This eBook from the Gutenberg Project consists of approximately 319 pages of information about The Splendid Idle Forties.

Pilar, as she went to and fro under the fruit trees in the garden, or sat on the long corridor weaving baskets, watched that adobe with fascinated eyes.  She knew that Andreo was tunnelling it, and one day a tiny hole proclaimed that his work was accomplished.  But how to get the note?  The old women’s eyes were very sharp when the girls were in front of the gratings.  Then the civilizing development of Christianity upon the heathen intellect triumphantly asserted itself.  Pilar, too, conceived a brilliant scheme.  That night the padre, who encouraged any evidence of industry, no matter how eccentric, gave her a little garden of her own—­a patch where she could raise sweet peas and Castilian roses.

“That is well, that is well, my Nausicaa,” he said, stroking her smoky braids.  “Go cut the slips and plant them where thou wilt.  I will send thee a package of sweet pea seeds.”

Pilar spent every spare hour bending over her “patch”; and the hole, at first no bigger than a pin’s point, was larger at each setting of the sun behind the mountain.  The old women, scolding on the corridor, called to her not to forget vespers.

On the third evening, kneeling on the damp ground, she drew from the little tunnel in the adobe a thin slip of wood covered with the labour of sleepless nights.  She hid it in her smock—­that first of California’s love-letters—­then ran with shaking knees and prostrated herself before the altar.  That night the moon streamed through her grating, and she deciphered the fact that Andreo had loosened eight adobes above her garden, and would await her every midnight.

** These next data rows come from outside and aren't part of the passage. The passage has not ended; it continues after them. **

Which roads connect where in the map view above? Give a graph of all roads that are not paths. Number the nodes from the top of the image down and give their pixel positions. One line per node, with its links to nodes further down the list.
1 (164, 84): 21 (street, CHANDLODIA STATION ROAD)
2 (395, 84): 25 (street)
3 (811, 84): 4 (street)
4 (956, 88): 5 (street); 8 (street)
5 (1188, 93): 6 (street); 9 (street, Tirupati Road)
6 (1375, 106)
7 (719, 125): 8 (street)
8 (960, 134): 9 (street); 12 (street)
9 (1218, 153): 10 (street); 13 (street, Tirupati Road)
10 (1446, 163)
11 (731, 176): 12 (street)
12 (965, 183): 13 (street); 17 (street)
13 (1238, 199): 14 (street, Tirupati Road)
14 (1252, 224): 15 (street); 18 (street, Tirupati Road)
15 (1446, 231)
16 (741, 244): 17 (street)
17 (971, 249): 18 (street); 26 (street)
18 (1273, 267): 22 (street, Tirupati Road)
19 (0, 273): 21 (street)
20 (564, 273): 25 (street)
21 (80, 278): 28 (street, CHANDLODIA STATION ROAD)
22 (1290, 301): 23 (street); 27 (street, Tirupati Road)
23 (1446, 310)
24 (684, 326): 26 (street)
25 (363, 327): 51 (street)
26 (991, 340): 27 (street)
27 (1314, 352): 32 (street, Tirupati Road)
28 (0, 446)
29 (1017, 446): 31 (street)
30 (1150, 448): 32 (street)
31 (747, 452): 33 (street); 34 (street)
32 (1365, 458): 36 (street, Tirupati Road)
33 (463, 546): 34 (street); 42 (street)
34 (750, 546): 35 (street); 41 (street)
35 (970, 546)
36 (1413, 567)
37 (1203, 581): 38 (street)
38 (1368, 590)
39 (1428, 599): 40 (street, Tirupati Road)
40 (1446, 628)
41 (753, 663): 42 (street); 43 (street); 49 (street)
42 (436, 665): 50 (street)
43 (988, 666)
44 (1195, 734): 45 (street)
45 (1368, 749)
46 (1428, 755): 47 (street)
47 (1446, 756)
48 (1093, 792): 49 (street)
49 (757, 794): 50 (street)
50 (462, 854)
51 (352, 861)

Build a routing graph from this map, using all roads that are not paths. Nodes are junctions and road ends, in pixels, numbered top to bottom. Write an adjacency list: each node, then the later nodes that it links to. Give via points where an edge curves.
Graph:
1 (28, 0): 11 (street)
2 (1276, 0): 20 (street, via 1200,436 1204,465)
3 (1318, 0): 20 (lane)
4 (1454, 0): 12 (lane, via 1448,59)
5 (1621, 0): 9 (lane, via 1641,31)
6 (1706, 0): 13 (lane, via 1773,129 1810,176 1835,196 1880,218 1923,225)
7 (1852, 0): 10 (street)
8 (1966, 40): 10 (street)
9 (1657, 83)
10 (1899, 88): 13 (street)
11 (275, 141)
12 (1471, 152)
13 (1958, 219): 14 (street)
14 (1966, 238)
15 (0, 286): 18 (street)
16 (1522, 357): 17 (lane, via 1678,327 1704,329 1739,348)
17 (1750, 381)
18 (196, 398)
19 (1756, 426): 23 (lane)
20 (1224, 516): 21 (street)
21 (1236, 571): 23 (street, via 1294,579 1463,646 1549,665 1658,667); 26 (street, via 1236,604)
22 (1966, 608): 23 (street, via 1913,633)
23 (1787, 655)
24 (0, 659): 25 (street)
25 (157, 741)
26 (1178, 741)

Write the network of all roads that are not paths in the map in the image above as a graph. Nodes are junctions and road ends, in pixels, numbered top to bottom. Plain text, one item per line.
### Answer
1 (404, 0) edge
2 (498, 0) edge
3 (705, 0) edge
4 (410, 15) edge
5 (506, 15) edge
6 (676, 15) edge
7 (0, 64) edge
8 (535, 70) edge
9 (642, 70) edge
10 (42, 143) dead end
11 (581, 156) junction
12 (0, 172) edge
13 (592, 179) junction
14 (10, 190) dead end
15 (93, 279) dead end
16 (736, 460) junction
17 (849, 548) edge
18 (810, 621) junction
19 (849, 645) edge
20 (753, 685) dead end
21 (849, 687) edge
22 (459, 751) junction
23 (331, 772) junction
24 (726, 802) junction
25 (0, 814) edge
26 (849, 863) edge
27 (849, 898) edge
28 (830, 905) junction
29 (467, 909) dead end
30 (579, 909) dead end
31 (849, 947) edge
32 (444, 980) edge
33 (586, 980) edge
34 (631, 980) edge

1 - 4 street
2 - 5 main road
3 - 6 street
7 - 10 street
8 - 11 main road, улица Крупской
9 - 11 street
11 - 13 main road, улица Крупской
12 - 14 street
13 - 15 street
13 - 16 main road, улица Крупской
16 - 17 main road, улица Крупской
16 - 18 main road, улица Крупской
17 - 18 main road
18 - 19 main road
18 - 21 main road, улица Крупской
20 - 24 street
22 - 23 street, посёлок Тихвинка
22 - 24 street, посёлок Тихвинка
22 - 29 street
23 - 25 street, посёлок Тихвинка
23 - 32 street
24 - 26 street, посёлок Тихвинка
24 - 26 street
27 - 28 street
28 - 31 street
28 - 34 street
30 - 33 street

Pilar sat up in bed and glanced about the room with terrified delight.  It took her but a moment to decide the question; love had kept her awake too many nights.  The neophytes were asleep; as they turned now and again, their narrow beds of hide, suspended from the ceiling, swung too gently to awaken them.  The old women snored loudly.  Pilar slipped from her bed and looked through the grating.  Andreo was there, the dignity and repose of primeval man in his bearing.  She waved her hand and pointed downward to the wall; then, throwing on the long coarse gray smock that was her only garment, crept from the room and down the stair.  The door was protected against hostile tribes by a heavy iron bar, but Pilar’s small hands were hard and strong, and in a moment she stood over the adobes which had crushed her roses and sweet peas.

As she crawled through the opening, Andreo took her hand bashfully, for they never had spoken.  “Come,” he said; “we must be far away before dawn.”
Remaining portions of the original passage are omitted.